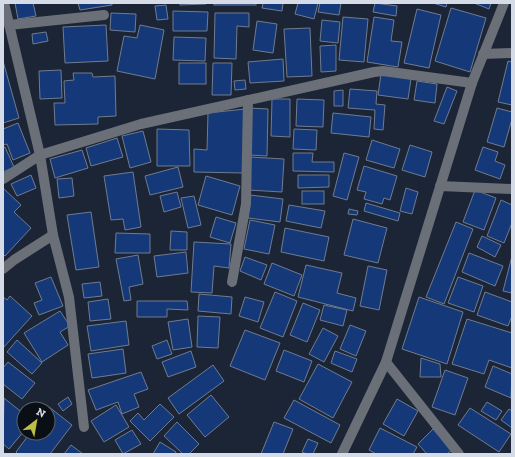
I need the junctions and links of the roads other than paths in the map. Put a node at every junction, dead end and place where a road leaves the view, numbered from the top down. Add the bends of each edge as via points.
1 (4, 3) edge
2 (504, 3) edge
3 (104, 15) dead end
4 (10, 25) junction
5 (512, 53) edge
6 (483, 54) junction
7 (472, 83) junction
8 (248, 100) junction
9 (40, 155) junction
10 (3, 179) edge
11 (440, 186) junction
12 (512, 188) edge
13 (53, 235) junction
14 (3, 269) edge
15 (232, 282) dead end
16 (386, 362) junction
17 (84, 427) dead end
18 (342, 454) edge
19 (459, 454) edge

1 - 4 street
2 - 6 street
3 - 4 street
4 - 9 street
5 - 6 street
6 - 7 street
7 - 8 street via 383,71
7 - 11 street
8 - 9 street via 141,124
8 - 15 street via 246,204
9 - 10 street
9 - 13 street
11 - 12 street
11 - 16 street
13 - 14 street
13 - 17 street via 69,297
16 - 18 street
16 - 19 street

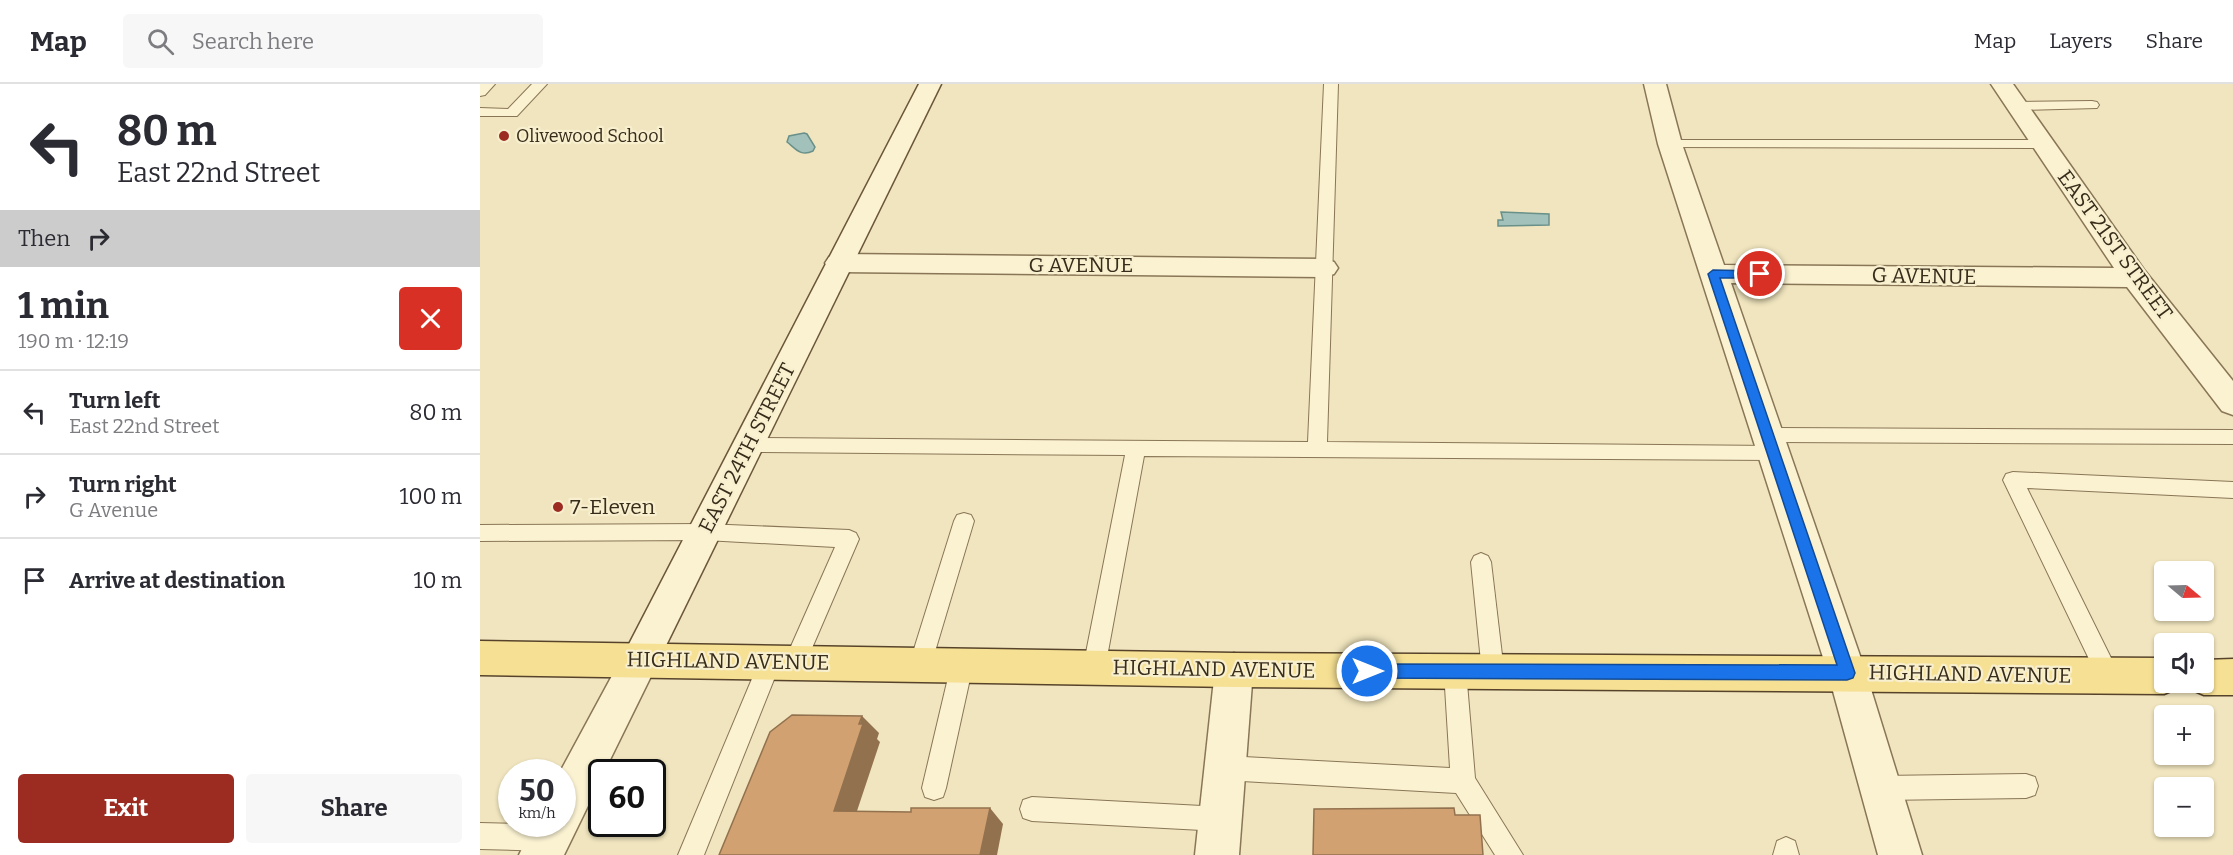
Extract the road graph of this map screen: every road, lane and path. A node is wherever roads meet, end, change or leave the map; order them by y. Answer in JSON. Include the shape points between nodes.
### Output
{"nodes":[{"id":1,"x":488,"y":84,"type":"edge"},
{"id":2,"x":540,"y":84,"type":"edge"},
{"id":3,"x":930,"y":84,"type":"edge"},
{"id":4,"x":1331,"y":84,"type":"edge"},
{"id":5,"x":1655,"y":84,"type":"edge"},
{"id":6,"x":2002,"y":84,"type":"edge"},
{"id":7,"x":480,"y":92,"type":"edge"},
{"id":8,"x":2092,"y":105,"type":"dead end"},
{"id":9,"x":2017,"y":106,"type":"junction"},
{"id":10,"x":480,"y":112,"type":"edge"},
{"id":11,"x":1670,"y":144,"type":"junction"},
{"id":12,"x":2042,"y":144,"type":"junction"},
{"id":13,"x":839,"y":263,"type":"junction"},
{"id":14,"x":1324,"y":268,"type":"junction"},
{"id":15,"x":1713,"y":274,"type":"junction"},
{"id":16,"x":2135,"y":278,"type":"junction"},
{"id":17,"x":2233,"y":403,"type":"edge"},
{"id":18,"x":2233,"y":437,"type":"edge"},
{"id":19,"x":1771,"y":444,"type":"junction"},
{"id":20,"x":749,"y":445,"type":"junction"},
{"id":21,"x":1136,"y":448,"type":"junction"},
{"id":22,"x":1317,"y":450,"type":"junction"},
{"id":23,"x":2233,"y":489,"type":"edge"},
{"id":24,"x":964,"y":521,"type":"dead end"},
{"id":25,"x":705,"y":532,"type":"junction"},
{"id":26,"x":480,"y":533,"type":"edge"},
{"id":27,"x":1481,"y":562,"type":"dead end"},
{"id":28,"x":480,"y":658,"type":"edge"},
{"id":29,"x":640,"y":660,"type":"junction"},
{"id":30,"x":782,"y":662,"type":"junction"},
{"id":31,"x":920,"y":665,"type":"junction"},
{"id":32,"x":962,"y":665,"type":"junction"},
{"id":33,"x":1094,"y":668,"type":"junction"},
{"id":34,"x":1234,"y":670,"type":"junction"},
{"id":35,"x":1455,"y":671,"type":"junction"},
{"id":36,"x":1493,"y":672,"type":"junction"},
{"id":37,"x":1847,"y":673,"type":"junction"},
{"id":38,"x":2108,"y":675,"type":"junction"},
{"id":39,"x":2154,"y":676,"type":"edge"},
{"id":40,"x":2214,"y":677,"type":"edge"},
{"id":41,"x":2233,"y":677,"type":"edge"},
{"id":42,"x":1225,"y":768,"type":"junction"},
{"id":43,"x":1463,"y":781,"type":"junction"},
{"id":44,"x":576,"y":785,"type":"edge"},
{"id":45,"x":2026,"y":786,"type":"dead end"},
{"id":46,"x":934,"y":788,"type":"dead end"},
{"id":47,"x":1881,"y":788,"type":"junction"},
{"id":48,"x":1032,"y":810,"type":"dead end"},
{"id":49,"x":498,"y":835,"type":"edge"},
{"id":50,"x":480,"y":836,"type":"edge"},
{"id":51,"x":1219,"y":837,"type":"edge"},
{"id":52,"x":691,"y":855,"type":"edge"},
{"id":53,"x":1510,"y":855,"type":"edge"},
{"id":54,"x":1900,"y":855,"type":"edge"}],
"edges":[{"from":1,"to":7,"type":"lane"},
{"from":2,"to":10,"type":"lane","via":[[512,113]]},
{"from":3,"to":13,"type":"street","name":"EAST 24TH STREET"},
{"from":4,"to":14,"type":"lane"},
{"from":5,"to":11,"type":"street"},
{"from":6,"to":9,"type":"street","name":"EAST 21ST STREET"},
{"from":8,"to":9,"type":"lane"},
{"from":9,"to":12,"type":"street","name":"EAST 21ST STREET"},
{"from":11,"to":12,"type":"lane"},
{"from":11,"to":15,"type":"street"},
{"from":12,"to":16,"type":"street","name":"EAST 21ST STREET"},
{"from":13,"to":14,"type":"street","name":"G AVENUE"},
{"from":13,"to":20,"type":"street","name":"EAST 24TH STREET"},
{"from":14,"to":22,"type":"lane"},
{"from":15,"to":16,"type":"street","name":"G AVENUE"},
{"from":15,"to":19,"type":"street"},
{"from":16,"to":17,"type":"street","name":"EAST 21ST STREET"},
{"from":18,"to":19,"type":"lane"},
{"from":19,"to":22,"type":"lane"},
{"from":19,"to":37,"type":"street"},
{"from":20,"to":21,"type":"lane"},
{"from":20,"to":25,"type":"street","name":"EAST 24TH STREET"},
{"from":21,"to":22,"type":"lane"},
{"from":21,"to":33,"type":"lane"},
{"from":23,"to":38,"type":"lane","via":[[2013,480]]},
{"from":24,"to":31,"type":"lane"},
{"from":25,"to":26,"type":"lane"},
{"from":25,"to":29,"type":"street","name":"EAST 24TH STREET"},
{"from":25,"to":30,"type":"lane","via":[[849,539]]},
{"from":27,"to":36,"type":"lane"},
{"from":28,"to":29,"type":"main road","name":"HIGHLAND AVENUE"},
{"from":29,"to":30,"type":"main road","name":"HIGHLAND AVENUE"},
{"from":29,"to":44,"type":"street","name":"EAST 24TH STREET"},
{"from":30,"to":31,"type":"main road","name":"HIGHLAND AVENUE"},
{"from":30,"to":52,"type":"lane"},
{"from":31,"to":32,"type":"main road","name":"HIGHLAND AVENUE"},
{"from":32,"to":33,"type":"main road","name":"HIGHLAND AVENUE"},
{"from":32,"to":46,"type":"lane"},
{"from":33,"to":34,"type":"main road","name":"HIGHLAND AVENUE"},
{"from":34,"to":35,"type":"main road","name":"HIGHLAND AVENUE"},
{"from":34,"to":42,"type":"street"},
{"from":35,"to":36,"type":"main road","name":"HIGHLAND AVENUE"},
{"from":35,"to":43,"type":"lane"},
{"from":36,"to":37,"type":"main road","name":"HIGHLAND AVENUE"},
{"from":37,"to":38,"type":"main road","name":"HIGHLAND AVENUE"},
{"from":37,"to":47,"type":"street"},
{"from":38,"to":39,"type":"main road","name":"HIGHLAND AVENUE"},
{"from":40,"to":41,"type":"main road"},
{"from":42,"to":43,"type":"lane"},
{"from":42,"to":51,"type":"street"},
{"from":43,"to":53,"type":"lane"},
{"from":45,"to":47,"type":"lane"},
{"from":47,"to":54,"type":"street"},
{"from":48,"to":51,"type":"lane"},
{"from":49,"to":50,"type":"lane"}]}
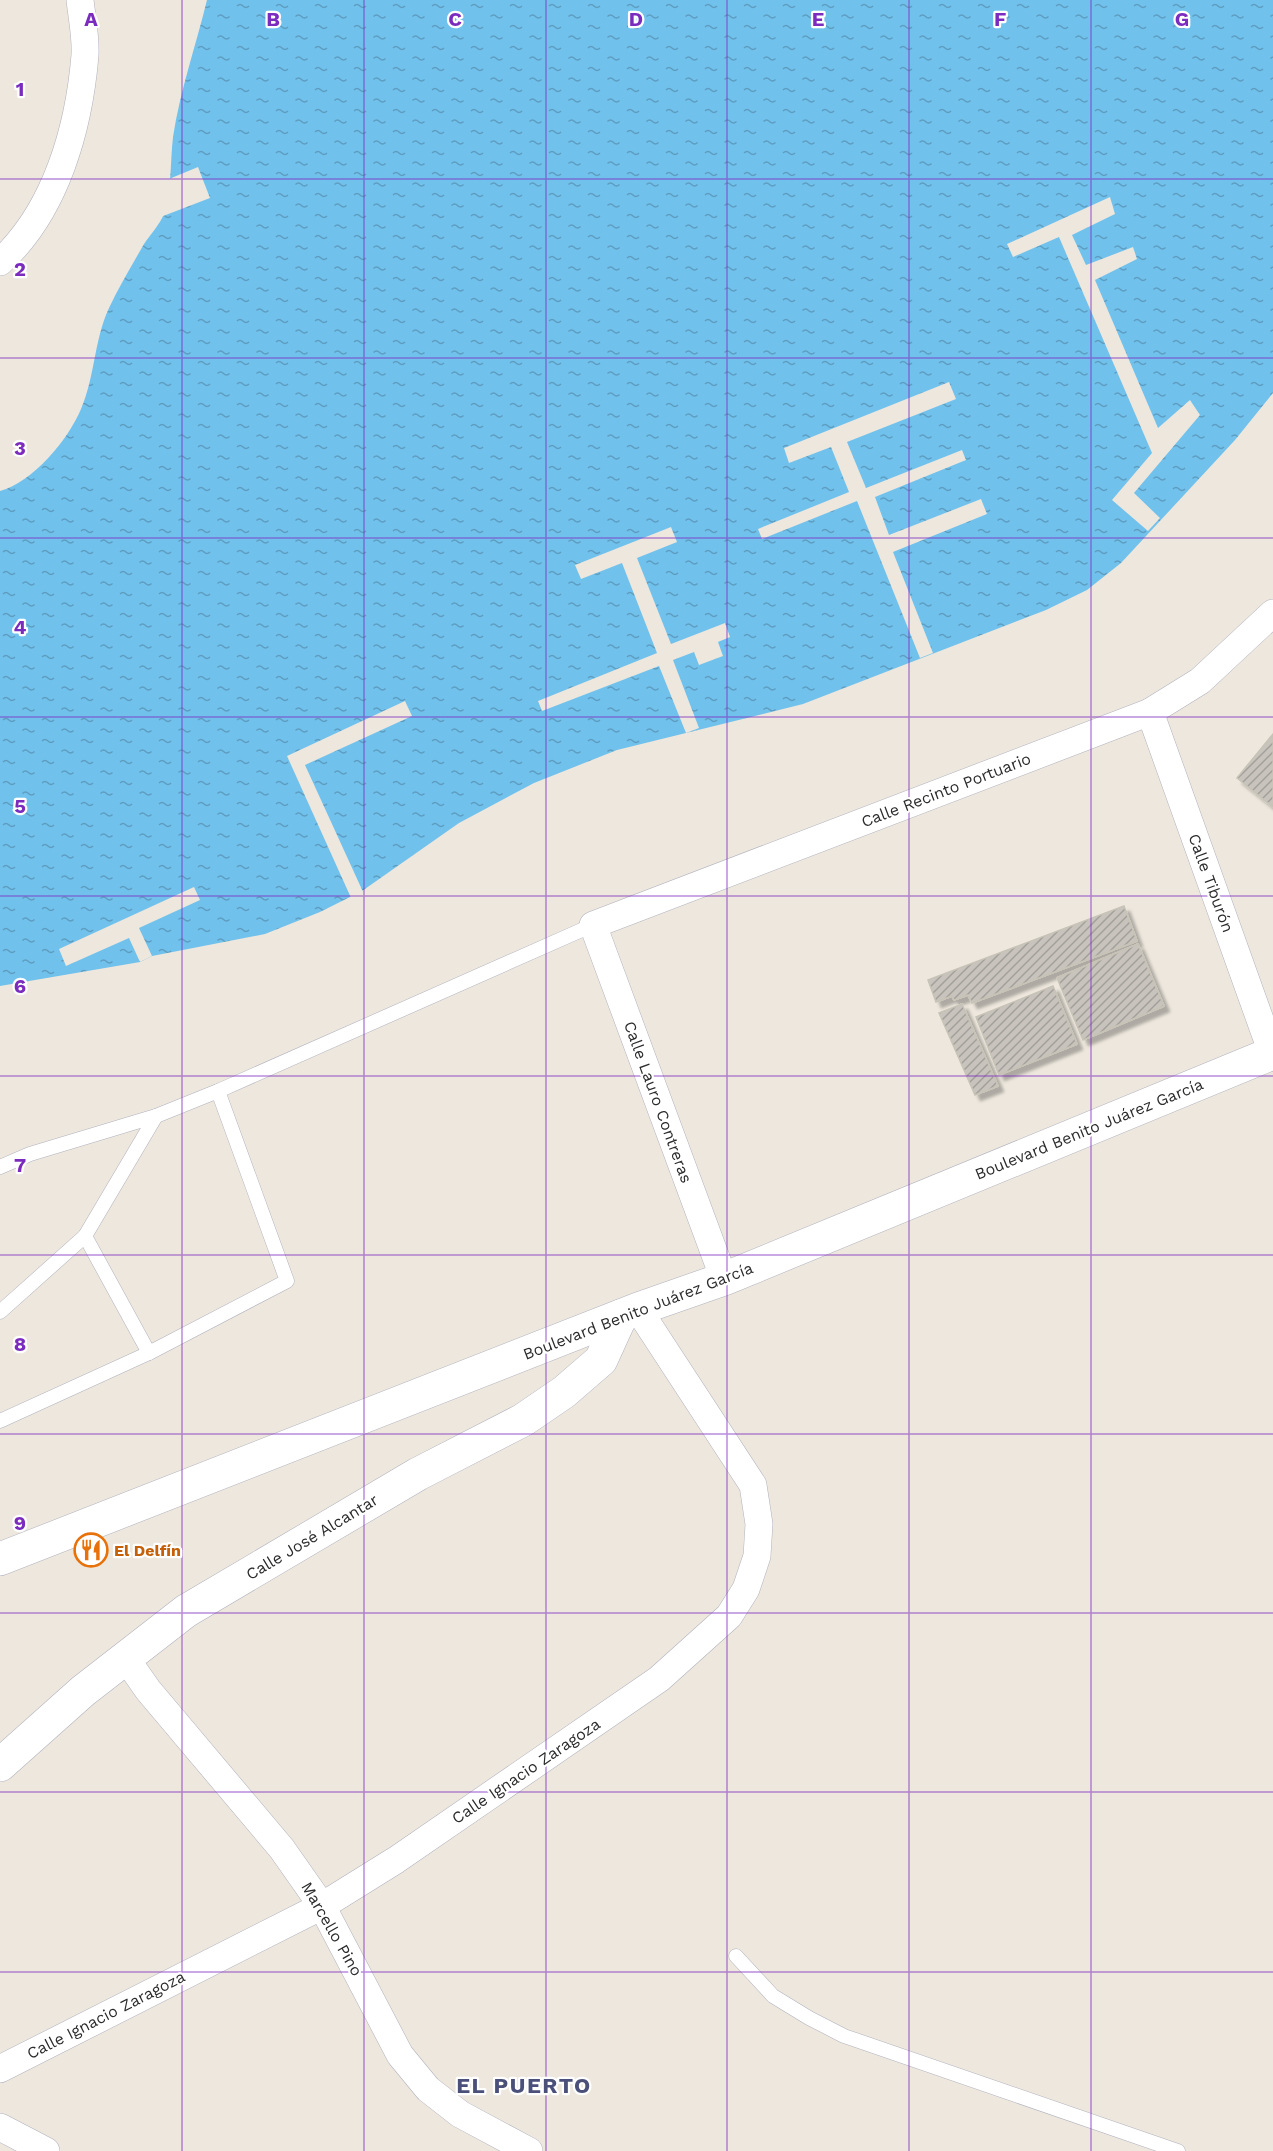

★ ★ ★

** EXERCISE OBJECTIVE **
Give back the data exactly, with no images.

** ANSWER FOR THIS EXERCISE **
I need the junctions and links of the roads other than paths in the map. Put a node at every junction, dead end and place where a road leaves the view, numbered from the top down. Add the bends of each edge as via points.
1 (4, 3) edge
2 (504, 3) edge
3 (104, 15) dead end
4 (10, 25) junction
5 (512, 53) edge
6 (483, 54) junction
7 (472, 83) junction
8 (248, 100) junction
9 (40, 155) junction
10 (3, 179) edge
11 (440, 186) junction
12 (512, 188) edge
13 (53, 235) junction
14 (3, 269) edge
15 (232, 282) dead end
16 (386, 362) junction
17 (84, 427) dead end
18 (342, 454) edge
19 (459, 454) edge

1 - 4 street
2 - 6 street
3 - 4 street
4 - 9 street
5 - 6 street
6 - 7 street
7 - 8 street via 383,71
7 - 11 street
8 - 9 street via 141,124
8 - 15 street via 246,204
9 - 10 street
9 - 13 street
11 - 12 street
11 - 16 street
13 - 14 street
13 - 17 street via 69,297
16 - 18 street
16 - 19 street

Extract the road graph of this map screen: every road, lane and path. A node is wherever roads meet, end, change or leave the map; order them by y. Answer in JSON. Include the shape points between nodes.
### Output
{"nodes":[{"id":1,"x":488,"y":84,"type":"edge"},
{"id":2,"x":540,"y":84,"type":"edge"},
{"id":3,"x":930,"y":84,"type":"edge"},
{"id":4,"x":1331,"y":84,"type":"edge"},
{"id":5,"x":1655,"y":84,"type":"edge"},
{"id":6,"x":2002,"y":84,"type":"edge"},
{"id":7,"x":480,"y":92,"type":"edge"},
{"id":8,"x":2092,"y":105,"type":"dead end"},
{"id":9,"x":2017,"y":106,"type":"junction"},
{"id":10,"x":480,"y":112,"type":"edge"},
{"id":11,"x":1670,"y":144,"type":"junction"},
{"id":12,"x":2042,"y":144,"type":"junction"},
{"id":13,"x":839,"y":263,"type":"junction"},
{"id":14,"x":1324,"y":268,"type":"junction"},
{"id":15,"x":1713,"y":274,"type":"junction"},
{"id":16,"x":2135,"y":278,"type":"junction"},
{"id":17,"x":2233,"y":403,"type":"edge"},
{"id":18,"x":2233,"y":437,"type":"edge"},
{"id":19,"x":1771,"y":444,"type":"junction"},
{"id":20,"x":749,"y":445,"type":"junction"},
{"id":21,"x":1136,"y":448,"type":"junction"},
{"id":22,"x":1317,"y":450,"type":"junction"},
{"id":23,"x":2233,"y":489,"type":"edge"},
{"id":24,"x":964,"y":521,"type":"dead end"},
{"id":25,"x":705,"y":532,"type":"junction"},
{"id":26,"x":480,"y":533,"type":"edge"},
{"id":27,"x":1481,"y":562,"type":"dead end"},
{"id":28,"x":480,"y":658,"type":"edge"},
{"id":29,"x":640,"y":660,"type":"junction"},
{"id":30,"x":782,"y":662,"type":"junction"},
{"id":31,"x":920,"y":665,"type":"junction"},
{"id":32,"x":962,"y":665,"type":"junction"},
{"id":33,"x":1094,"y":668,"type":"junction"},
{"id":34,"x":1234,"y":670,"type":"junction"},
{"id":35,"x":1455,"y":671,"type":"junction"},
{"id":36,"x":1493,"y":672,"type":"junction"},
{"id":37,"x":1847,"y":673,"type":"junction"},
{"id":38,"x":2108,"y":675,"type":"junction"},
{"id":39,"x":2154,"y":676,"type":"edge"},
{"id":40,"x":2214,"y":677,"type":"edge"},
{"id":41,"x":2233,"y":677,"type":"edge"},
{"id":42,"x":1225,"y":768,"type":"junction"},
{"id":43,"x":1463,"y":781,"type":"junction"},
{"id":44,"x":576,"y":785,"type":"edge"},
{"id":45,"x":2026,"y":786,"type":"dead end"},
{"id":46,"x":934,"y":788,"type":"dead end"},
{"id":47,"x":1881,"y":788,"type":"junction"},
{"id":48,"x":1032,"y":810,"type":"dead end"},
{"id":49,"x":498,"y":835,"type":"edge"},
{"id":50,"x":480,"y":836,"type":"edge"},
{"id":51,"x":1219,"y":837,"type":"edge"},
{"id":52,"x":691,"y":855,"type":"edge"},
{"id":53,"x":1510,"y":855,"type":"edge"},
{"id":54,"x":1900,"y":855,"type":"edge"}],
"edges":[{"from":1,"to":7,"type":"lane"},
{"from":2,"to":10,"type":"lane","via":[[512,113]]},
{"from":3,"to":13,"type":"street","name":"EAST 24TH STREET"},
{"from":4,"to":14,"type":"lane"},
{"from":5,"to":11,"type":"street"},
{"from":6,"to":9,"type":"street","name":"EAST 21ST STREET"},
{"from":8,"to":9,"type":"lane"},
{"from":9,"to":12,"type":"street","name":"EAST 21ST STREET"},
{"from":11,"to":12,"type":"lane"},
{"from":11,"to":15,"type":"street"},
{"from":12,"to":16,"type":"street","name":"EAST 21ST STREET"},
{"from":13,"to":14,"type":"street","name":"G AVENUE"},
{"from":13,"to":20,"type":"street","name":"EAST 24TH STREET"},
{"from":14,"to":22,"type":"lane"},
{"from":15,"to":16,"type":"street","name":"G AVENUE"},
{"from":15,"to":19,"type":"street"},
{"from":16,"to":17,"type":"street","name":"EAST 21ST STREET"},
{"from":18,"to":19,"type":"lane"},
{"from":19,"to":22,"type":"lane"},
{"from":19,"to":37,"type":"street"},
{"from":20,"to":21,"type":"lane"},
{"from":20,"to":25,"type":"street","name":"EAST 24TH STREET"},
{"from":21,"to":22,"type":"lane"},
{"from":21,"to":33,"type":"lane"},
{"from":23,"to":38,"type":"lane","via":[[2013,480]]},
{"from":24,"to":31,"type":"lane"},
{"from":25,"to":26,"type":"lane"},
{"from":25,"to":29,"type":"street","name":"EAST 24TH STREET"},
{"from":25,"to":30,"type":"lane","via":[[849,539]]},
{"from":27,"to":36,"type":"lane"},
{"from":28,"to":29,"type":"main road","name":"HIGHLAND AVENUE"},
{"from":29,"to":30,"type":"main road","name":"HIGHLAND AVENUE"},
{"from":29,"to":44,"type":"street","name":"EAST 24TH STREET"},
{"from":30,"to":31,"type":"main road","name":"HIGHLAND AVENUE"},
{"from":30,"to":52,"type":"lane"},
{"from":31,"to":32,"type":"main road","name":"HIGHLAND AVENUE"},
{"from":32,"to":33,"type":"main road","name":"HIGHLAND AVENUE"},
{"from":32,"to":46,"type":"lane"},
{"from":33,"to":34,"type":"main road","name":"HIGHLAND AVENUE"},
{"from":34,"to":35,"type":"main road","name":"HIGHLAND AVENUE"},
{"from":34,"to":42,"type":"street"},
{"from":35,"to":36,"type":"main road","name":"HIGHLAND AVENUE"},
{"from":35,"to":43,"type":"lane"},
{"from":36,"to":37,"type":"main road","name":"HIGHLAND AVENUE"},
{"from":37,"to":38,"type":"main road","name":"HIGHLAND AVENUE"},
{"from":37,"to":47,"type":"street"},
{"from":38,"to":39,"type":"main road","name":"HIGHLAND AVENUE"},
{"from":40,"to":41,"type":"main road"},
{"from":42,"to":43,"type":"lane"},
{"from":42,"to":51,"type":"street"},
{"from":43,"to":53,"type":"lane"},
{"from":45,"to":47,"type":"lane"},
{"from":47,"to":54,"type":"street"},
{"from":48,"to":51,"type":"lane"},
{"from":49,"to":50,"type":"lane"}]}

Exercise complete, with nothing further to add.